══ MATERIAL PROVIDED

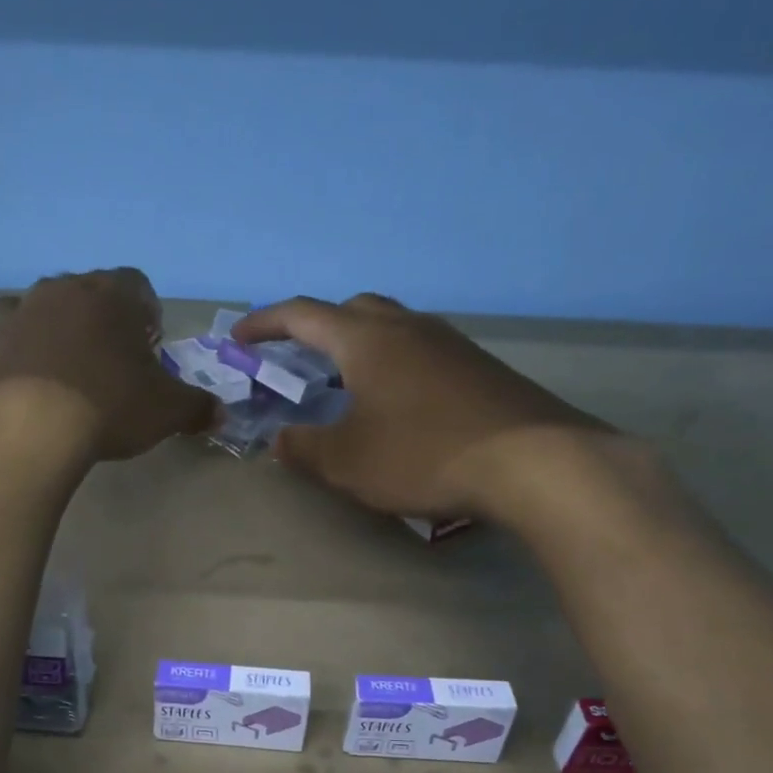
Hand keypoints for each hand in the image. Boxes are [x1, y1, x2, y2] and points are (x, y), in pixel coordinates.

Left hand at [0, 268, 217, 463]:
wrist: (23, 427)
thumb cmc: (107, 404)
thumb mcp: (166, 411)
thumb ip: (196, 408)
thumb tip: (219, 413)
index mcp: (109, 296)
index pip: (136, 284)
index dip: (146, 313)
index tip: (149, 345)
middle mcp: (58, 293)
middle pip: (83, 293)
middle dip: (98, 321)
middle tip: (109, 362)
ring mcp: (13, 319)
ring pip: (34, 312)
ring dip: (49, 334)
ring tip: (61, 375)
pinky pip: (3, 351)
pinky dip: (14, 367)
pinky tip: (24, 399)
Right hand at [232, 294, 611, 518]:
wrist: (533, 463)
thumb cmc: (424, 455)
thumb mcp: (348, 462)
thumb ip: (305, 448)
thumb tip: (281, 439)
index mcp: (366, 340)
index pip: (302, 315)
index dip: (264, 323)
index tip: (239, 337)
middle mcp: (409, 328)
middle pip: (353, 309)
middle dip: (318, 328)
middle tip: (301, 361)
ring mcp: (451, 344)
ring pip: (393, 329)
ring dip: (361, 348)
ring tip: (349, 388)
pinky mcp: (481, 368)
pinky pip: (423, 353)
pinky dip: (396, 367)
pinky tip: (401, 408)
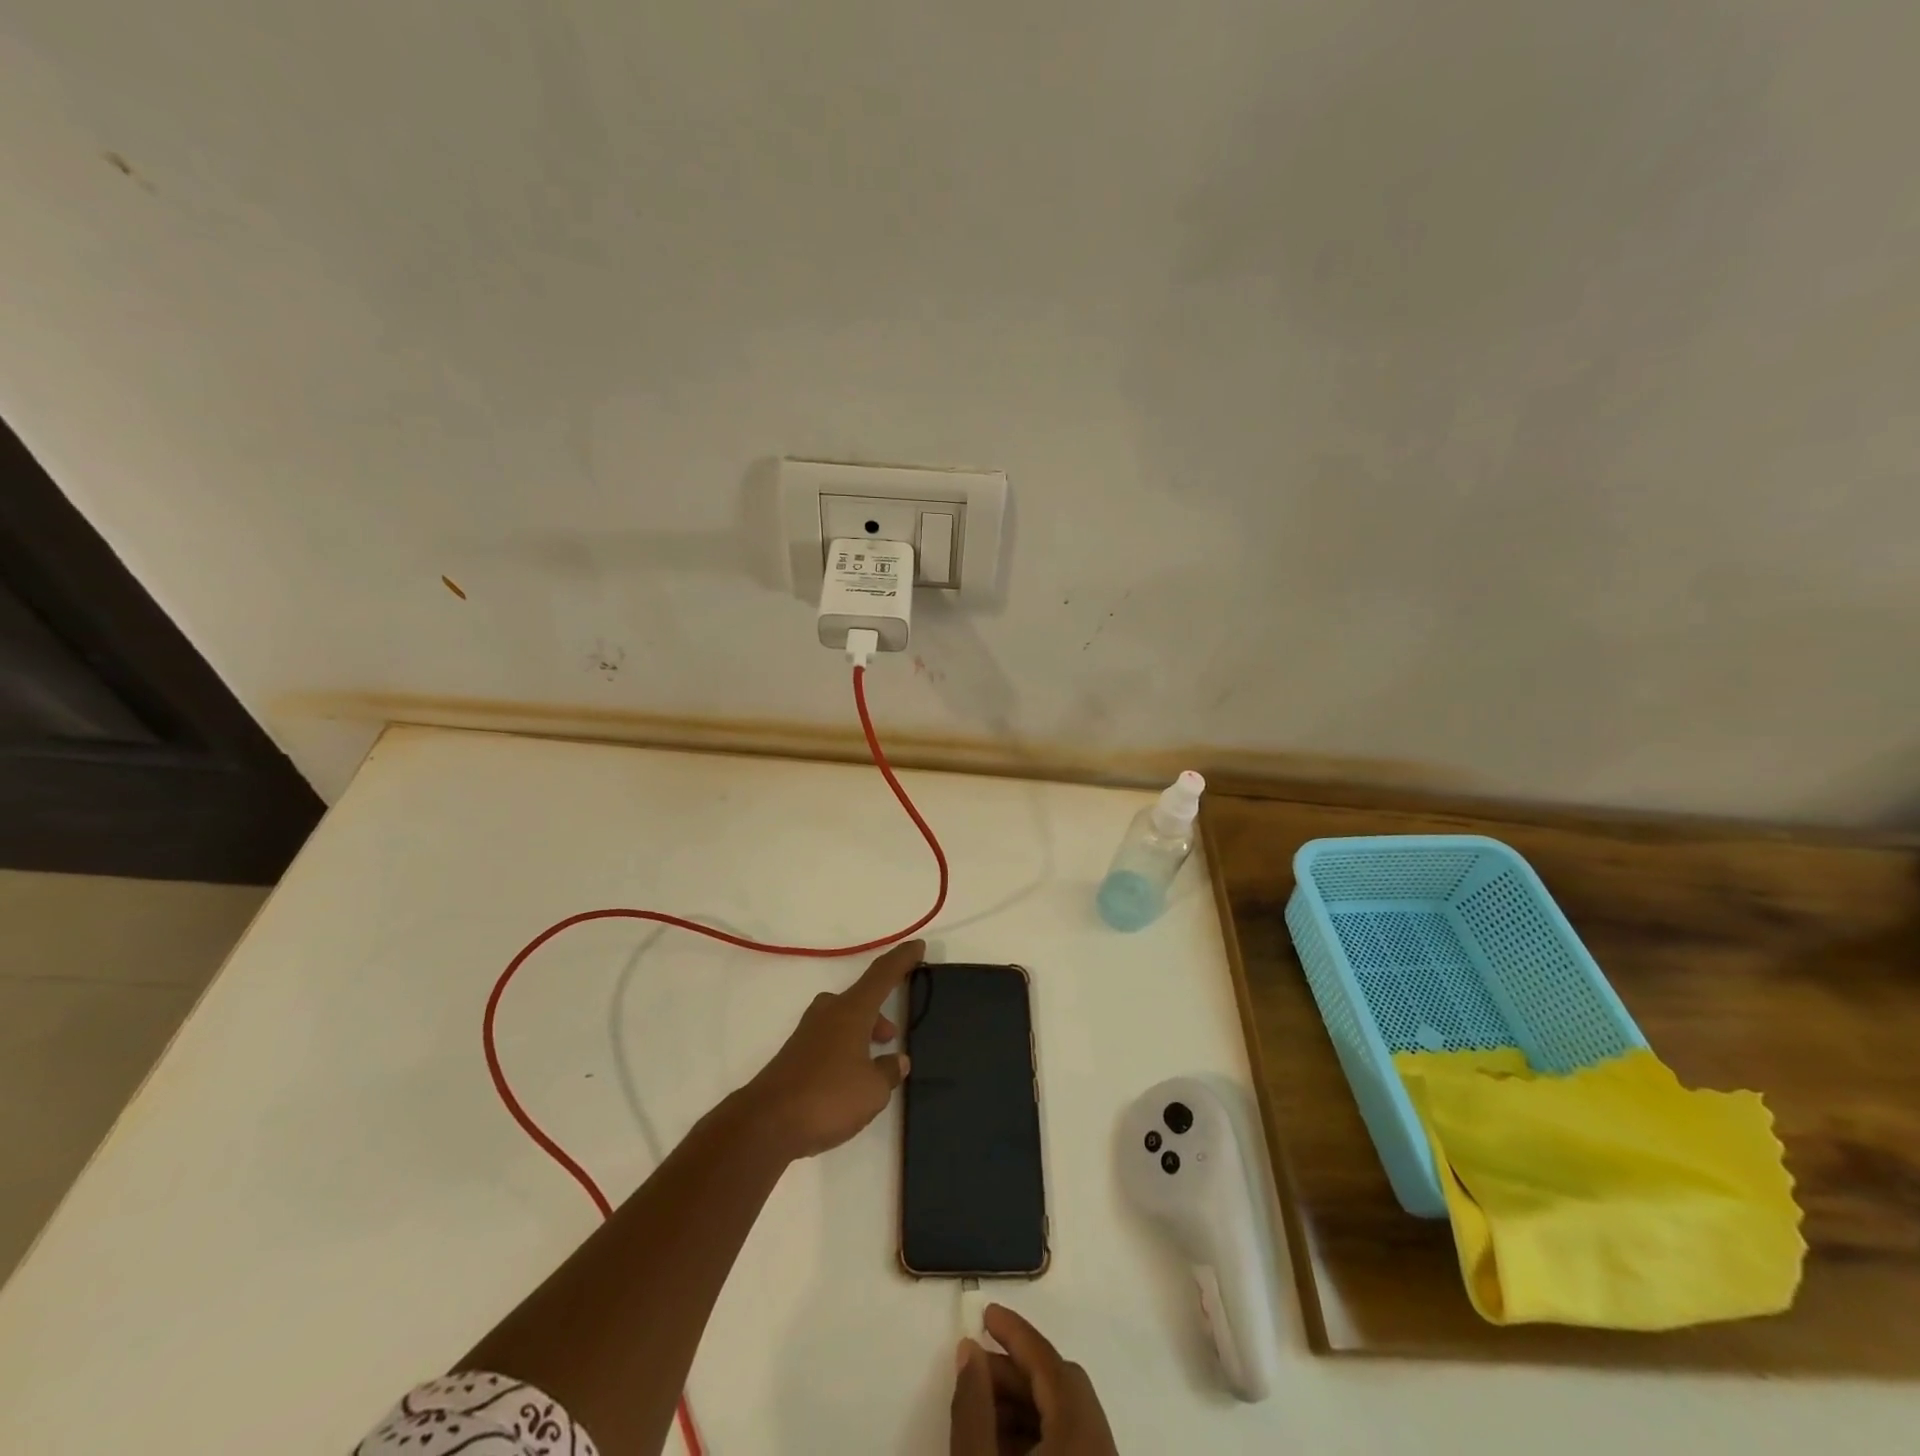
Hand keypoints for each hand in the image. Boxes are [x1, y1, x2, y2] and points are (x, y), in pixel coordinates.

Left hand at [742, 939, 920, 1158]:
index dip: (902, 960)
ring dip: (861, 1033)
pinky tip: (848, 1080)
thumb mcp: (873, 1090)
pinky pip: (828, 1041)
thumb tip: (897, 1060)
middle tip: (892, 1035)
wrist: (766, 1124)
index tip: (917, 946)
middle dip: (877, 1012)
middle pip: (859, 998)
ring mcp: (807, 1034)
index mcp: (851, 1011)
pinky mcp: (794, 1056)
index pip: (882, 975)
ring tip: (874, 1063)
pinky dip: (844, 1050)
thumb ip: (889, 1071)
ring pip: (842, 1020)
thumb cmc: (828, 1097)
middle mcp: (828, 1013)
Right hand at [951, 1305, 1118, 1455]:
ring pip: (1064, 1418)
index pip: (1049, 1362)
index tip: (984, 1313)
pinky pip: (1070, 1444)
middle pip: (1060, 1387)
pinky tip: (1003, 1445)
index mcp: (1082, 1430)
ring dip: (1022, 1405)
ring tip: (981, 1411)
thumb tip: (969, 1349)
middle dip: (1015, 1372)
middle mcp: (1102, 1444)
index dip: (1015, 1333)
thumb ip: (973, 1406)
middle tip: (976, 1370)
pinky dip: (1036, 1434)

════

§ **ASSIGNMENT**
Give the entries back verbatim and omit the images.

§ **TASK RESPONSE**
Hand keypoints for each hand in the image. Boxes are [x1, y1, x2, y2] and points are (x, y), in pixel coordinates.

Left hand at [0, 268, 217, 463]:
wrist: (23, 427)
thumb cmc: (107, 404)
thumb mcp: (166, 411)
thumb ip: (196, 408)
thumb tip: (219, 413)
index mcp: (109, 296)
index pip: (136, 284)
index dip: (146, 313)
index tip: (149, 345)
middle mcp: (58, 293)
middle pip: (83, 293)
middle dip: (98, 321)
middle tip: (109, 362)
ring mcp: (13, 319)
ring pip: (34, 312)
ring dip: (49, 334)
ring tip: (61, 375)
pinky pip: (3, 351)
pinky dip: (14, 367)
pinky tip: (24, 399)
Right hand at [232, 294, 611, 518]:
wrist: (533, 463)
thumb cmc: (424, 455)
thumb mcp: (348, 462)
thumb ip: (305, 448)
thumb tip: (281, 439)
index mcp: (366, 340)
index pip: (302, 315)
index dip: (264, 323)
index tip: (239, 337)
middle mcp: (409, 328)
middle pip: (353, 309)
middle dip: (318, 328)
middle tip: (301, 361)
ring mcp: (451, 344)
ring pip: (393, 329)
ring dip: (361, 348)
ring tip: (349, 388)
pinky mcp: (481, 368)
pinky pip: (423, 353)
pinky dip: (396, 367)
pinky tip: (401, 408)
Hand keypoints for each hand in the image. Boxes are [x1, y1, x2, y2] and points are (x, y), in pixel coordinates.

Left hand at [742, 939, 920, 1158]:
index dip: (902, 960)
ring dip: (861, 1033)
pinky tip: (848, 1080)
thumb mcp: (873, 1090)
pinky pip: (828, 1041)
thumb tip: (897, 1060)
middle tip: (892, 1035)
wrist: (766, 1124)
index tip: (917, 946)
middle dip: (877, 1012)
middle pip: (859, 998)
ring mcp: (807, 1034)
index mcp: (851, 1011)
pinky mcp: (794, 1056)
index pip: (882, 975)
ring tip: (874, 1063)
pinky dip: (844, 1050)
thumb ip: (889, 1071)
ring pip: (842, 1020)
thumb cmc: (828, 1097)
middle mcp: (828, 1013)
Right hand at [951, 1305, 1118, 1455]:
ring pip: (1064, 1418)
index pip: (1049, 1362)
index tip: (984, 1313)
pinky pip: (1070, 1444)
middle pip: (1060, 1387)
pinky tip: (1003, 1445)
index mcp: (1082, 1430)
ring dip: (1022, 1405)
ring tip: (981, 1411)
thumb tip: (969, 1349)
middle dip: (1015, 1372)
middle mcp: (1102, 1444)
index dip: (1015, 1333)
thumb ip: (973, 1406)
middle tip: (976, 1370)
pinky dip: (1036, 1434)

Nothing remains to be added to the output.